Offene Fragen

Florian Oberhuber für #kkl54 „denkbar“




Offene Fragen

Kann man sich je sicher sein, einen Menschen ganz zu kennen?

Stell dir vor: Du bist verheiratet, immer noch glücklich, würdest du auf Nachfrage sagen. Ihr seid allein ans Meer gefahren (die Kinder sind groß und kommen längst nicht mehr mit). Es ist ein windiger Tag, am Strand wenig los, die See aufgewühlt.

„Ich geh ins Wasser.“

„Mhm.“ Sie ist sportlich, liebt das Schwimmen.

Du steckst die Nase in ein Buch. Nach der üblichen Zeit schaust du auf die Uhr. Eine halbe Stunde vergangen, gleich wird sie zurückkommen. Du hoffst, dass du das Kapitel noch zu Ende bringen kannst. Als du mit dem nächsten halb durch bist, wirst du unruhig. Du schaust dich um. Sie ist nicht zu sehen.

Es wird schon nichts sein, sagst du dir. Trotzdem klappst du das Buch zu und stehst auf, beschattest die Augen: ein Dutzend Menschengruppen über den Strand verteilt, ein paar Kinder in der Brandung, draußen rollende Dünung. Du suchst nach dem dunklen Punkt ihres Kopfes, der Gischt ihrer Armzüge. Endloses Grau bis zum Horizont. Unschlüssig stehst du da, während die Unruhe in dir wächst. Sollst du hinausschwimmen, sie rufen, die Leute fragen, ob sie sie gesehen haben?

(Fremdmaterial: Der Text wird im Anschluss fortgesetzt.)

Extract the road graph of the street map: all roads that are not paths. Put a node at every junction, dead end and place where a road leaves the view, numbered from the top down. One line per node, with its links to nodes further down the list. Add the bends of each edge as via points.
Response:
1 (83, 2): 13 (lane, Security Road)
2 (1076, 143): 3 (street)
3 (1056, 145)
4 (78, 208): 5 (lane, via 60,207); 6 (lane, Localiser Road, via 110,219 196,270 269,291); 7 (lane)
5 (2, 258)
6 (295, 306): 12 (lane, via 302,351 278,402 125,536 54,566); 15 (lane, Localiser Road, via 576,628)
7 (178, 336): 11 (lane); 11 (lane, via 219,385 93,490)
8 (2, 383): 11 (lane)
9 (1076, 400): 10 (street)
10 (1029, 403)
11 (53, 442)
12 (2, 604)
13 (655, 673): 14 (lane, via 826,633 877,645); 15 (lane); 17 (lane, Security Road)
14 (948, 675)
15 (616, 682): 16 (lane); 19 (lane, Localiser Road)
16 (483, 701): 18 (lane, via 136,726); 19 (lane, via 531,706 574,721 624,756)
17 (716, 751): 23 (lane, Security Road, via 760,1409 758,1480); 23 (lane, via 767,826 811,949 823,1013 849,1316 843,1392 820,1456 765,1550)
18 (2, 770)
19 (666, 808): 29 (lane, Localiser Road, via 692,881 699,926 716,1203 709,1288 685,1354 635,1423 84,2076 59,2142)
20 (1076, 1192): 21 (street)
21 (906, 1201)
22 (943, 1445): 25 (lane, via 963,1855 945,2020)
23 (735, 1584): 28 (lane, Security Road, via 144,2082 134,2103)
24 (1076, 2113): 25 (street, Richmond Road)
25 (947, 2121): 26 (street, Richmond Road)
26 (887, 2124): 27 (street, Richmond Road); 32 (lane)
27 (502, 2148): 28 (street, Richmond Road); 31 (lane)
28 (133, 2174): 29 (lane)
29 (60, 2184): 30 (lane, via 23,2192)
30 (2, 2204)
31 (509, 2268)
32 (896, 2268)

Du trabst zum Strand, watest ins Wasser, drehst den Kopf links und rechts. „Evelin?“ Deine Stimme ein Krächzen gegen das Rauschen der Brandung. „E-ve-lin!“ Es wird schon nichts sein, aber wenn doch?

Ein Kind starrt dich an. Du ignorierst es, schreist jetzt so laut du kannst: „E-VE-LIN!“ Du wirfst dich ins Wasser, doch kannst du kaum über die Wellen sehen. Panik steigt in dir auf. Was sollst du bloß machen?

Bei dem Kind steht jetzt ein Mann. Du kämpfst dich durch die Brandung zurück, läufst zu ihm: „Haben Sie eine Frau gesehen? So alt wie ich, kurze blonde Haare?“ Er schüttelt den Kopf. In seinen Augen spiegelt sich deine eigene Angst.

Du murmelst einen Dank, läufst auf die nächste Gruppe zu. Mehr Kopfschütteln, Unruhe, Leute laufen zusammen. Dir ist heiß und kalt zugleich. Wo war euer Platz, wo ist sie ins Meer gegangen? Du hast die Orientierung verloren. Bitte lass das nicht wahr sein, bitte lass mich träumen.

Blaulicht, jemand hat die Polizei gerufen. Amtsmäßige Stimmen, ernste Gesichter, dann endlich Motorengeräusche, ein Boot. Warum hat das so lange gedauert, verdammt! Unverständliches Krachen aus Funkgeräten, niedergeschlagene Augen, das Boot dreht ab. Du starrst ihm nach, bis man dir eine Hand auf den Rücken legt und dich wegführt. Eisig kalt hier. Du schlingst die Arme um die Brust, während sie dich befragen, in einen Laptop tippen. Ja, sie war eine gute Schwimmerin. Nein, keine bekannten Krankheiten. War sie unglücklich, hatte sie Probleme, wollte sie dich verlassen, hatte sie Affären? Ein dunkler Schlund von Fragen, Vorwürfen, Schuldgefühlen öffnet sich. Waren ihre letzten Worte wirklich „Ich geh ins Wasser“?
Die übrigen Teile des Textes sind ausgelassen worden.